*** Begin section ***
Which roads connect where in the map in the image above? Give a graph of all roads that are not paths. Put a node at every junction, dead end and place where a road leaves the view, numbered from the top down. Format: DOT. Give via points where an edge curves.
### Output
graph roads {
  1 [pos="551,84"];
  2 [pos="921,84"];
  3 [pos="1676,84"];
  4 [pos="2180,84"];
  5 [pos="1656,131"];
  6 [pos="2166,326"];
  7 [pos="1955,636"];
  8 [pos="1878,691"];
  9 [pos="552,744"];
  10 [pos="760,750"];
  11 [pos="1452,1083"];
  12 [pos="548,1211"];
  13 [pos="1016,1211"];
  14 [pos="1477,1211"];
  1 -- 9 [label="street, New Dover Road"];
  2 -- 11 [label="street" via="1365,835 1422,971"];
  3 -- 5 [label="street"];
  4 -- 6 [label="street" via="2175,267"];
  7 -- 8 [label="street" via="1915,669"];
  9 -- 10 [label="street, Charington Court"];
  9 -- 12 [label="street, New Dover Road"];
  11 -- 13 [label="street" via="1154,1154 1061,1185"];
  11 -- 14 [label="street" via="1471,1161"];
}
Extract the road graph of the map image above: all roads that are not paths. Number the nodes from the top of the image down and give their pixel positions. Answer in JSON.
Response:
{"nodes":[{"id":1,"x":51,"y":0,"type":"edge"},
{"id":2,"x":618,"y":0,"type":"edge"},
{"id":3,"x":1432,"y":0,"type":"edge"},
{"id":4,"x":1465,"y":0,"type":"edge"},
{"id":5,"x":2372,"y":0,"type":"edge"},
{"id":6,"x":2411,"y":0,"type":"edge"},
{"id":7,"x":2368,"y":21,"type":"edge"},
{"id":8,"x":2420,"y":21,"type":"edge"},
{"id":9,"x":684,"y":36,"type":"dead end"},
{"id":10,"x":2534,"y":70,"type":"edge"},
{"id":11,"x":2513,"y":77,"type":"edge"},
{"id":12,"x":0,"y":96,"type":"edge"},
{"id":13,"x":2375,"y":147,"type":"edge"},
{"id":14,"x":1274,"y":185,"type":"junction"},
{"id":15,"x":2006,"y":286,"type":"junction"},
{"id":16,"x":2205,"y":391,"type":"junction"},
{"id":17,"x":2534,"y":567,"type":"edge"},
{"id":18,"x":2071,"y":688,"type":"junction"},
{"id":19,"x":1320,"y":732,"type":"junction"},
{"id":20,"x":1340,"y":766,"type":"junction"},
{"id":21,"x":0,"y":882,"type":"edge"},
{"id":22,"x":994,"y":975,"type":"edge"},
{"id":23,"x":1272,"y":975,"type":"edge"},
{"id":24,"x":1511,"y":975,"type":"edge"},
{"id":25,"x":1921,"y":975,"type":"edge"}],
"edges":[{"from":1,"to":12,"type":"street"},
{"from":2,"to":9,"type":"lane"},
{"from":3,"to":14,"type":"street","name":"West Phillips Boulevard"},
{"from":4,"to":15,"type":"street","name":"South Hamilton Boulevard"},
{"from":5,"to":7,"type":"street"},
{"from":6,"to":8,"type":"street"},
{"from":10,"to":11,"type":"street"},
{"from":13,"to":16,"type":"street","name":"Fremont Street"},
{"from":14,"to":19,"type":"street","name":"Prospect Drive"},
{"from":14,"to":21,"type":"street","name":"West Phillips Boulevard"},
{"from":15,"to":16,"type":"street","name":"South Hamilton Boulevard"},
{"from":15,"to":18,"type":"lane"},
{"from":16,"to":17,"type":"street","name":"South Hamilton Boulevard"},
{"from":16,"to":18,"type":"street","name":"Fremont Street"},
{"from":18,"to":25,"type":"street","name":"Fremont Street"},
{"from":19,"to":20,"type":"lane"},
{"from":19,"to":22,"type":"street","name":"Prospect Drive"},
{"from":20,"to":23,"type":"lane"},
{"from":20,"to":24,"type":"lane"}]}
*** End section ***
■ WORK INSTRUCTIONS: Keeping every word and mark as it is, print the entries above.

■ SOLUTION:
Which roads connect where in the map in the image above? Give a graph of all roads that are not paths. Put a node at every junction, dead end and place where a road leaves the view, numbered from the top down. Format: DOT. Give via points where an edge curves.
### Output
graph roads {
  1 [pos="551,84"];
  2 [pos="921,84"];
  3 [pos="1676,84"];
  4 [pos="2180,84"];
  5 [pos="1656,131"];
  6 [pos="2166,326"];
  7 [pos="1955,636"];
  8 [pos="1878,691"];
  9 [pos="552,744"];
  10 [pos="760,750"];
  11 [pos="1452,1083"];
  12 [pos="548,1211"];
  13 [pos="1016,1211"];
  14 [pos="1477,1211"];
  1 -- 9 [label="street, New Dover Road"];
  2 -- 11 [label="street" via="1365,835 1422,971"];
  3 -- 5 [label="street"];
  4 -- 6 [label="street" via="2175,267"];
  7 -- 8 [label="street" via="1915,669"];
  9 -- 10 [label="street, Charington Court"];
  9 -- 12 [label="street, New Dover Road"];
  11 -- 13 [label="street" via="1154,1154 1061,1185"];
  11 -- 14 [label="street" via="1471,1161"];
}
Extract the road graph of the map image above: all roads that are not paths. Number the nodes from the top of the image down and give their pixel positions. Answer in JSON.
Response:
{"nodes":[{"id":1,"x":51,"y":0,"type":"edge"},
{"id":2,"x":618,"y":0,"type":"edge"},
{"id":3,"x":1432,"y":0,"type":"edge"},
{"id":4,"x":1465,"y":0,"type":"edge"},
{"id":5,"x":2372,"y":0,"type":"edge"},
{"id":6,"x":2411,"y":0,"type":"edge"},
{"id":7,"x":2368,"y":21,"type":"edge"},
{"id":8,"x":2420,"y":21,"type":"edge"},
{"id":9,"x":684,"y":36,"type":"dead end"},
{"id":10,"x":2534,"y":70,"type":"edge"},
{"id":11,"x":2513,"y":77,"type":"edge"},
{"id":12,"x":0,"y":96,"type":"edge"},
{"id":13,"x":2375,"y":147,"type":"edge"},
{"id":14,"x":1274,"y":185,"type":"junction"},
{"id":15,"x":2006,"y":286,"type":"junction"},
{"id":16,"x":2205,"y":391,"type":"junction"},
{"id":17,"x":2534,"y":567,"type":"edge"},
{"id":18,"x":2071,"y":688,"type":"junction"},
{"id":19,"x":1320,"y":732,"type":"junction"},
{"id":20,"x":1340,"y":766,"type":"junction"},
{"id":21,"x":0,"y":882,"type":"edge"},
{"id":22,"x":994,"y":975,"type":"edge"},
{"id":23,"x":1272,"y":975,"type":"edge"},
{"id":24,"x":1511,"y":975,"type":"edge"},
{"id":25,"x":1921,"y":975,"type":"edge"}],
"edges":[{"from":1,"to":12,"type":"street"},
{"from":2,"to":9,"type":"lane"},
{"from":3,"to":14,"type":"street","name":"West Phillips Boulevard"},
{"from":4,"to":15,"type":"street","name":"South Hamilton Boulevard"},
{"from":5,"to":7,"type":"street"},
{"from":6,"to":8,"type":"street"},
{"from":10,"to":11,"type":"street"},
{"from":13,"to":16,"type":"street","name":"Fremont Street"},
{"from":14,"to":19,"type":"street","name":"Prospect Drive"},
{"from":14,"to":21,"type":"street","name":"West Phillips Boulevard"},
{"from":15,"to":16,"type":"street","name":"South Hamilton Boulevard"},
{"from":15,"to":18,"type":"lane"},
{"from":16,"to":17,"type":"street","name":"South Hamilton Boulevard"},
{"from":16,"to":18,"type":"street","name":"Fremont Street"},
{"from":18,"to":25,"type":"street","name":"Fremont Street"},
{"from":19,"to":20,"type":"lane"},
{"from":19,"to":22,"type":"street","name":"Prospect Drive"},
{"from":20,"to":23,"type":"lane"},
{"from":20,"to":24,"type":"lane"}]}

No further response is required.